Le Dr Sidhoum se trouverait dans un «état précomateux»

Abdelaziz Bouteflika et Kofi Annan saisis

par Mohamed Zaâf , Le jeune Indépendant, 7 octobre 2003

Par Mohamed Zaâf Les autorités algériennes et onusiennes ont été saisies sur le cas du Dr Salaheddine Sidhoum, 56 ans, qui serait «entré dans un état précomateux dû à une hypoglycémie», à la suite d’une «grève totale de la faim» entamée au début du mois sur les lieux de sa détention à Serkadji.

Plusieurs ONG et personnalités internationales arabes et européennes mènent une campagne pour le Dr Sidhoum, réputé pour son militantisme en faveur des droits humains et condamné par contumace à 20 ans de prison par la justice algérienne.

Les initiatives qui se font de plus en plus denses ces derniers jours visent à faire valoir à M.Sidhoum son droit au principe de présomption d’innocence, et à exiger qu’il bénéficie d’un traitement carcéral correct et d’un procès équitable et public dans les meilleurs délais.

Des lettres ont été adressées à cet effet, il y a quelques jours, au secrétaire général de l’ONU, M.Kofi Annan, par le Comité de soutien au Dr Salaheddine Sidhoum, mais aussi par M.Hocine Aït-Ahmed, qui choisissait de signer sa correspondance non pas en tant que leader du FFS mais en tant qu’ «ex-dirigeant de la révolution algérienne».

Des correspondances ont été transmises par le «Comité», au président Bouteflika et au ministre de la Justice, les appelant à intercéder en faveur du détenu.Mais «il n’y a malheureusement aucune réaction de leur part», regrettait-il, alors qu’il estimait «judicieux de leur rappeler leurs engagements internationaux» sur les droits humains.

Selon les informations livrées sur le site d’Algéria-watch, M.Sidhoum «en isolement total au sous-sol, dans un cachot froid et humide, sans vitre, éclairé 24 heures par jour, sans lit ni matelas, voit son état physique se dégrader de jour en jour» .

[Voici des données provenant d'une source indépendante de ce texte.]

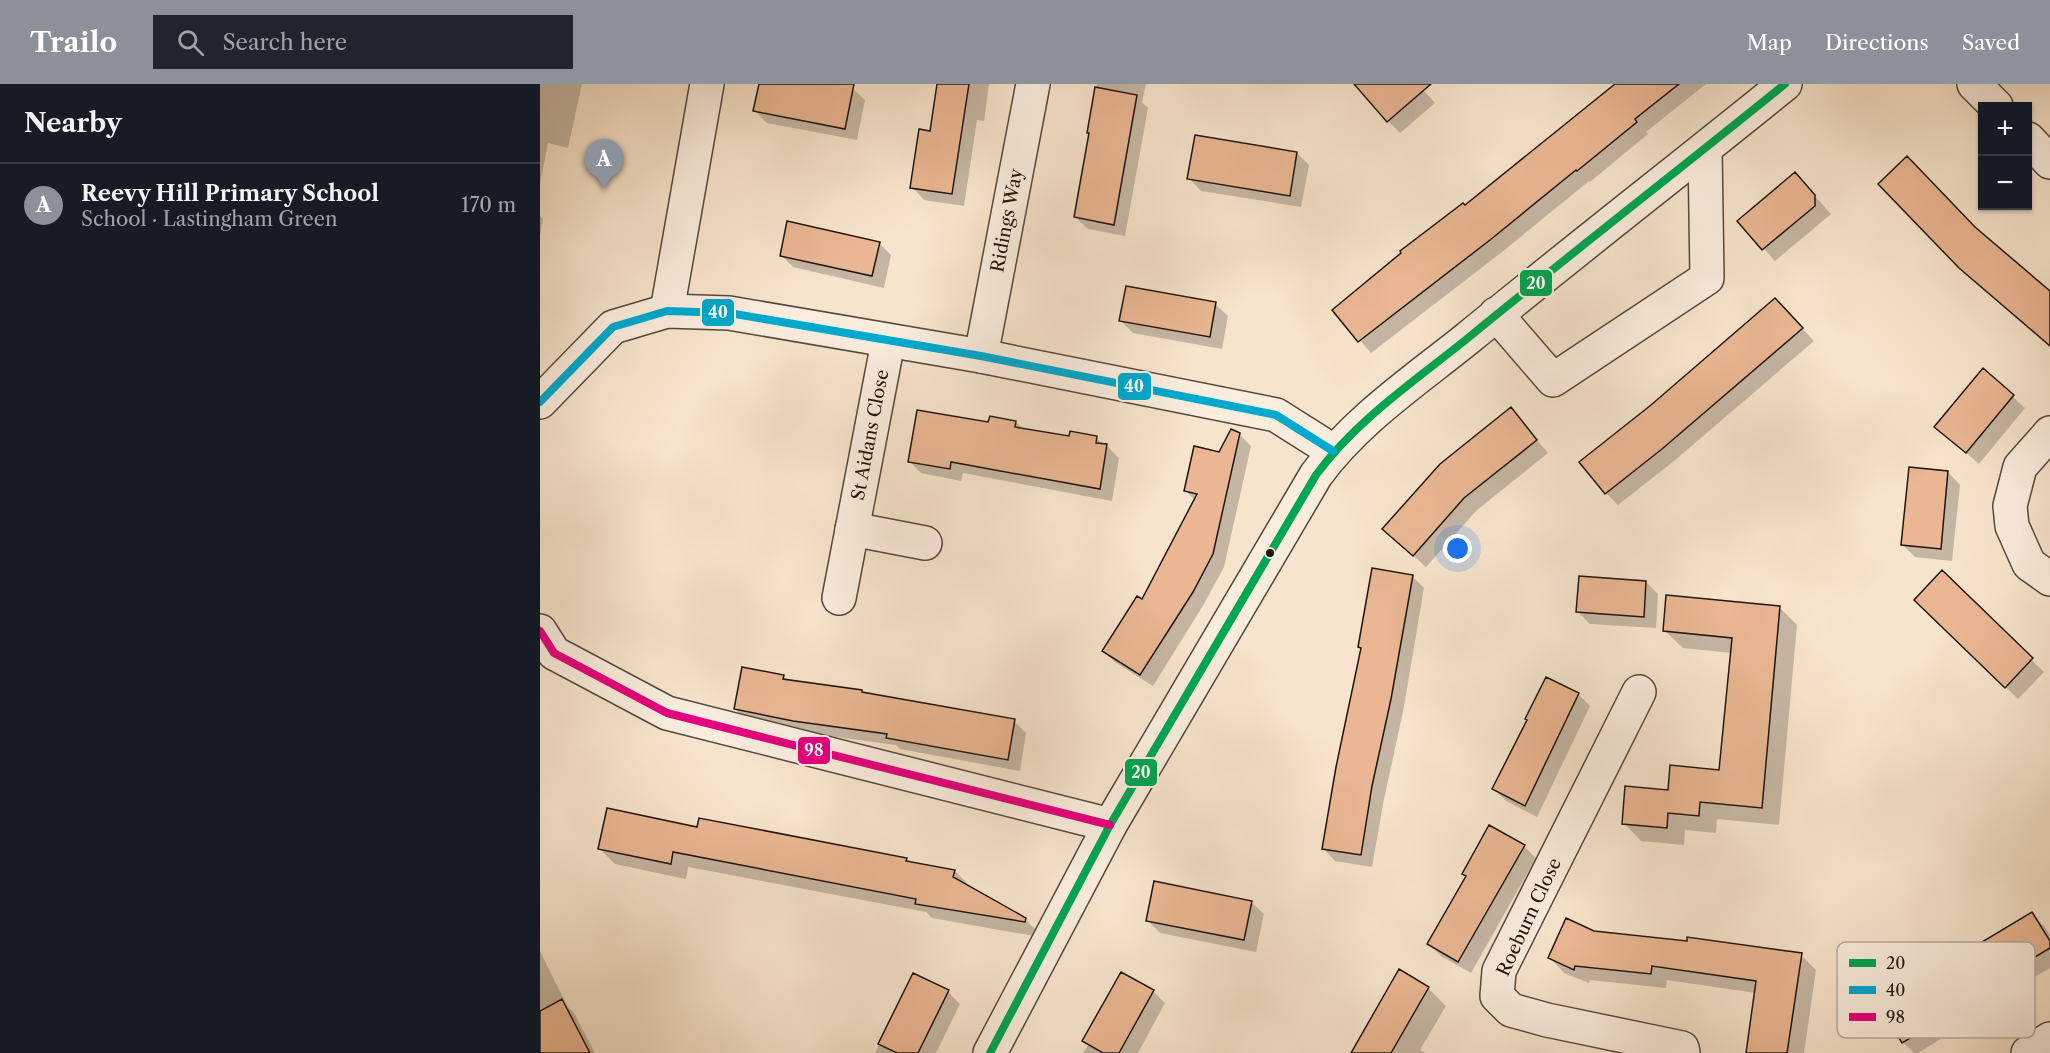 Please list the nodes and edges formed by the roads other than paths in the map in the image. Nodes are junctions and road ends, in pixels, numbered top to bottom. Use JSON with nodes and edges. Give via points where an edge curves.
{"nodes":[{"id":1,"x":707,"y":84,"type":"edge"},
{"id":2,"x":1033,"y":84,"type":"edge"},
{"id":3,"x":1785,"y":84,"type":"edge"},
{"id":4,"x":1974,"y":84,"type":"edge"},
{"id":5,"x":1992,"y":102,"type":"edge"},
{"id":6,"x":2032,"y":143,"type":"edge"},
{"id":7,"x":1704,"y":149,"type":"junction"},
{"id":8,"x":2050,"y":162,"type":"edge"},
{"id":9,"x":667,"y":311,"type":"junction"},
{"id":10,"x":1496,"y":314,"type":"junction"},
{"id":11,"x":888,"y":342,"type":"junction"},
{"id":12,"x":981,"y":356,"type":"junction"},
{"id":13,"x":540,"y":402,"type":"edge"},
{"id":14,"x":2050,"y":433,"type":"edge"},
{"id":15,"x":1334,"y":451,"type":"junction"},
{"id":16,"x":852,"y":529,"type":"junction"},
{"id":17,"x":924,"y":543,"type":"dead end"},
{"id":18,"x":2050,"y":579,"type":"edge"},
{"id":19,"x":839,"y":598,"type":"dead end"},
{"id":20,"x":545,"y":650,"type":"edge"},
{"id":21,"x":1639,"y":692,"type":"dead end"},
{"id":22,"x":1110,"y":825,"type":"junction"},
{"id":23,"x":2050,"y":1039,"type":"edge"},
{"id":24,"x":990,"y":1053,"type":"edge"},
{"id":25,"x":1683,"y":1053,"type":"edge"},
{"id":26,"x":2028,"y":1053,"type":"edge"}],
"edges":[{"from":1,"to":9,"type":"street"},
{"from":2,"to":12,"type":"street","name":"Ridings Way"},
{"from":3,"to":7,"type":"street"},
{"from":4,"to":5,"type":"street"},
{"from":6,"to":8,"type":"street"},
{"from":7,"to":10,"type":"street"},
{"from":7,"to":10,"type":"street","via":[[1707,278],[1553,380]]},
{"from":9,"to":11,"type":"street","via":[[729,313]]},
{"from":9,"to":13,"type":"street","via":[[613,327]]},
{"from":10,"to":15,"type":"street"},
{"from":11,"to":12,"type":"street"},
{"from":11,"to":16,"type":"street","name":"St Aidans Close"},
{"from":12,"to":15,"type":"street","via":[[1276,415]]},
{"from":14,"to":18,"type":"street","via":[[2020,467],[2010,506],[2012,526],[2029,564]]},
{"from":15,"to":22,"type":"street","via":[[1316,475]]},
{"from":16,"to":17,"type":"street"},
{"from":16,"to":19,"type":"street","name":"St Aidans Close"},
{"from":20,"to":22,"type":"street","via":[[667,714]]},
{"from":21,"to":25,"type":"street","name":"Roeburn Close","via":[[1499,971],[1497,996],[1511,1010],[1682,1048]]},
{"from":22,"to":24,"type":"street"},
{"from":23,"to":26,"type":"street"}]}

Le détenu se voit toujours refuser soit la prise de ses propres médicaments saisis par l’administration pénitentiaire, soit l’admission à l’infirmerie de la prison».Le «régime punitif» qu’il s’est vu imposer dès son arrivée en prison (le directeur de Serkadji lui aurait confisqué son eau minérale, ses objets personnels : vêtements de rechange, pyjama, savon, brosse à dents, etc.

aurait poussé le Dr Sidhoum – qui s’est vu également retirer ses médicaments contre l’ulcère d’estomac dont il souffre – à entamer sa grève de la faim. Le Comité s’élève en outre contre «l’humiliation permanente» à laquelle est soumis le Dr Sidhoum, et dénonce le fait que ses entretiens avec ses avocats «se font en présence de deux gardiens», ce qui, affirme-t-il, porte «gravement atteinte à la confidentialité des entretiens du détenu avec ses défenseurs».

Avant de se constituer prisonnier, M.Sidhoum avait expliqué sa démarche dans une lettre à l’opinion.«C’est avec la conscience tranquille que je sors de cette clandestinité (de 9 ans) pour affronter l’appareil répressif de ce régime que le monde libre connaît parfaitement bien aujourd’hui», écrivait-il.

«Je vais être certainement arrêté et incarcéré.C’est le modeste prix à payer par les hommes libres dans un pays de non-droit.Hier, nos aînés l’ont payé pour l’indépendance, aujourd’hui nous le payons pour la liberté et la justice», poursuivait-il.

M.Sidhoum s’engage à continuer de sa prison à Serkadji son «inlassable combat pour l’autodétermination des citoyennes et des citoyens et le respect de la dignité humaine, pour une Algérie de toutes et de tous, sans exclusion ni exclusive, de justice et de démocratie, ancrée dans ses valeurs civilisationnelles et grandement ouverte sur l’universel».

Un «combat» qui, tel que défini, colle étroitement aux aspirations profondes de la quasi-totalité des Algériens, relèvent les observateurs.M.Z.